Togo/Expropriation à Dalavé et Kpomé : un conseiller municipal saisit le ministre des Finances

L’arrêté ministériel n°310/MFB/CAB portant mise en place de la commission ad’hoc chargée de la mise en œuvre de la procédure d’expropriation du site identifié pour construction d’une réserve foncière spéciale dans les cantons de Dalavé et Kpomé fait l’objet d’une vive contestation.
Dans une lettre adressée au ministre des Finances et du Budget, le conseiller municipal Kokouvi Avogno, porte-voix des populations de Kpomé et Dalavé, dénonce la composition de ladite commission. Selon l’élu, la composition de la commission ad’hoc est inappropriée.
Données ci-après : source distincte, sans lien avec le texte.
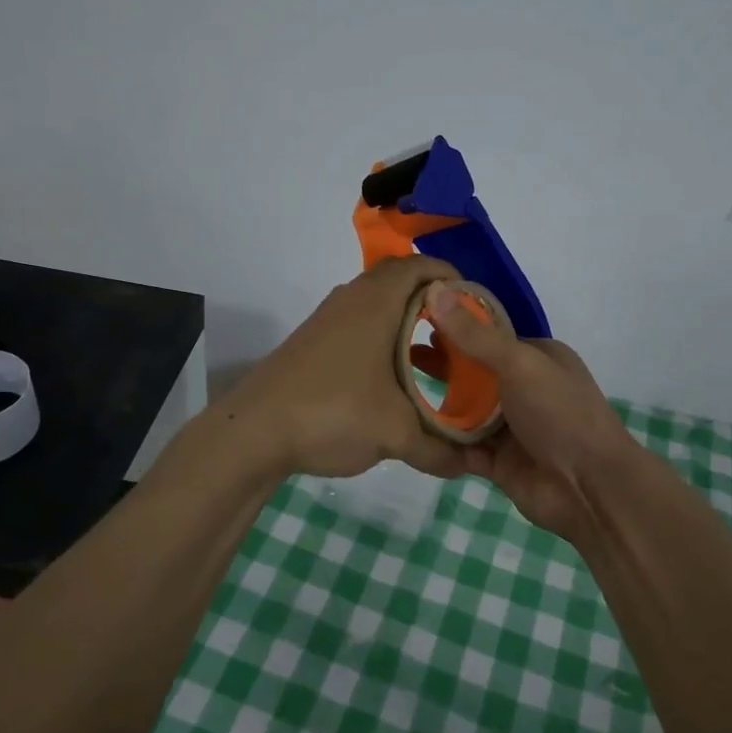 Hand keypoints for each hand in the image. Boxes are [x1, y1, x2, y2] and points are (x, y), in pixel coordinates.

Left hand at [221, 257, 470, 480]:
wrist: (253, 432)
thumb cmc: (333, 412)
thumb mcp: (395, 433)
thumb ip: (440, 448)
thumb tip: (472, 466)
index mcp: (377, 302)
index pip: (422, 266)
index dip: (454, 278)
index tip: (478, 307)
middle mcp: (352, 299)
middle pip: (402, 283)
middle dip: (436, 304)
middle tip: (462, 334)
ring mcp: (329, 320)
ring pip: (379, 307)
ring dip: (409, 325)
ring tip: (437, 360)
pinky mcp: (314, 343)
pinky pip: (361, 326)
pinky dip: (386, 341)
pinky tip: (396, 381)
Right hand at [420, 283, 637, 544]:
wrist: (590, 488)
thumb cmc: (561, 413)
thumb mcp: (519, 364)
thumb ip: (475, 335)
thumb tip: (435, 290)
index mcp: (537, 356)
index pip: (489, 334)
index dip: (454, 326)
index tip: (414, 319)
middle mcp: (523, 387)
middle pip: (473, 371)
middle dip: (439, 363)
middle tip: (394, 354)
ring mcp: (510, 426)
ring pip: (464, 409)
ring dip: (434, 401)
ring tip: (391, 389)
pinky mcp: (496, 460)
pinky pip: (460, 445)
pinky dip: (439, 440)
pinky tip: (405, 428) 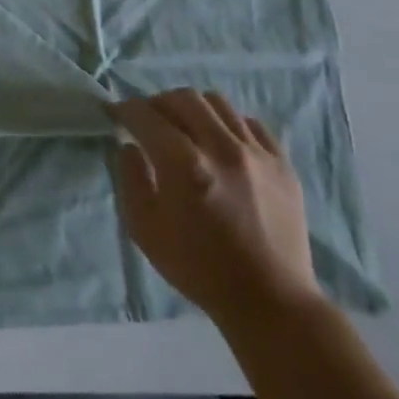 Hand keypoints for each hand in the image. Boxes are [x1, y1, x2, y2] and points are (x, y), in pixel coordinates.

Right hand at [110, 89, 320, 333]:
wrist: (270, 300)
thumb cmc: (197, 267)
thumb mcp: (143, 228)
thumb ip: (130, 178)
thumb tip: (130, 146)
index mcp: (184, 165)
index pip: (145, 115)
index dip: (124, 109)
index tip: (115, 113)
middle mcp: (222, 149)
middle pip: (183, 98)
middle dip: (157, 103)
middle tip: (148, 121)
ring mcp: (257, 155)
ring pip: (218, 103)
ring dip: (192, 108)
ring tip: (184, 127)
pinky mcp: (282, 165)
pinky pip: (251, 124)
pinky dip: (228, 124)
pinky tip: (220, 143) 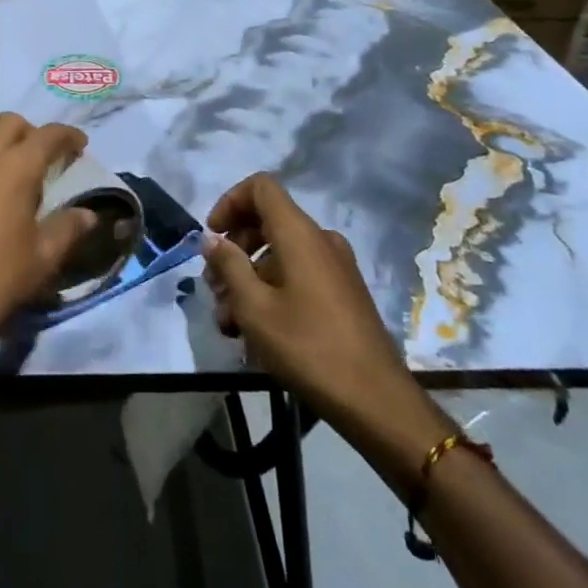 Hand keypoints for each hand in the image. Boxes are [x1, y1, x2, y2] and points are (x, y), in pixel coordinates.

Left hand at [0, 113, 98, 378]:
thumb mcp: (41, 261)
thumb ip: (67, 229)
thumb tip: (87, 214)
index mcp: (13, 169)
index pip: (48, 135)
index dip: (68, 136)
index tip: (79, 146)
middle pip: (7, 124)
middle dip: (29, 134)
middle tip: (41, 160)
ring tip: (1, 179)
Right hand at [202, 173, 449, 482]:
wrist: (376, 400)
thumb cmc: (308, 347)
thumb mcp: (254, 307)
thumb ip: (229, 265)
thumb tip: (212, 238)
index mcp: (299, 233)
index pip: (260, 187)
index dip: (229, 202)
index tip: (213, 237)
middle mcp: (320, 240)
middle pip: (267, 221)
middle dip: (234, 250)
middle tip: (214, 288)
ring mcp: (335, 267)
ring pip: (279, 254)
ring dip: (248, 279)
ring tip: (230, 322)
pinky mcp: (342, 292)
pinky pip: (298, 275)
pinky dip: (271, 291)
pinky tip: (256, 333)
L’une des raisons évoquées est le fait que dans cette commission, on retrouve le maire et certains conseillers municipaux de Zio 1. Des élus « qui sont censés jouer le rôle de contrôle de légalité des actes intéressant la commune et de défendre les intérêts des collectivités à exproprier ».
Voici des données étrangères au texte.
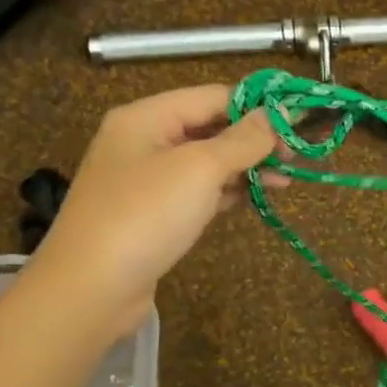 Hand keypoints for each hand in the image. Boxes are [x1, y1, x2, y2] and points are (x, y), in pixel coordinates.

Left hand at [32, 85, 279, 332]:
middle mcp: (142, 141)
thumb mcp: (199, 169)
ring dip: (244, 169)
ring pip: (204, 163)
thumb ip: (241, 140)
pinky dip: (225, 193)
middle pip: (209, 128)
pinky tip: (252, 200)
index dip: (256, 107)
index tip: (297, 125)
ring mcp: (144, 181)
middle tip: (295, 159)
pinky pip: (195, 192)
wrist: (89, 290)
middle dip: (253, 141)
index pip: (212, 96)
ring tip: (285, 183)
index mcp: (147, 117)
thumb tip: (273, 116)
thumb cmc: (145, 216)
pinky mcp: (149, 215) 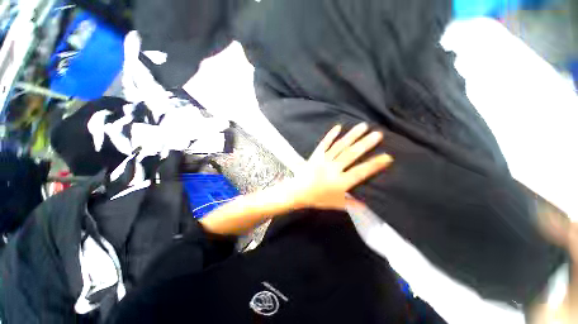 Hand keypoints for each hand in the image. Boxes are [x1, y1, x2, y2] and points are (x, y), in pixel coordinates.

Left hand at [286, 123, 392, 210]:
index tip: (387, 156)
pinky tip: (338, 127)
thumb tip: (367, 205)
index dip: (374, 165)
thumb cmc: (317, 199)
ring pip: (340, 146)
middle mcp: (333, 169)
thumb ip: (352, 204)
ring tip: (363, 126)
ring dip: (352, 136)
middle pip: (351, 155)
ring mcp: (323, 160)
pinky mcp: (315, 156)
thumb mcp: (336, 204)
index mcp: (340, 182)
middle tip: (378, 134)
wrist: (297, 192)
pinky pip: (324, 144)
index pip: (360, 172)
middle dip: (365, 144)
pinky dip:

L’autre élément qui justifie la contestation de cette commission est qu’au Togo, il existe une Comex (Commission d’expropriation) dont le rôle est de gérer les procédures liées à l’expropriation par la fixation des indemnités. « Or, souligne le conseiller municipal de Zio 1, il existe déjà au pays un Comex créé par la loi n°2014-014 du 22 octobre 2014 pour fixation à l’amiable du montant de l’indemnité de l’expropriation prévu selon les articles 371 suivants de la loi n° 2018-005 du 14 juin 2018 portant code foncier et domanial ».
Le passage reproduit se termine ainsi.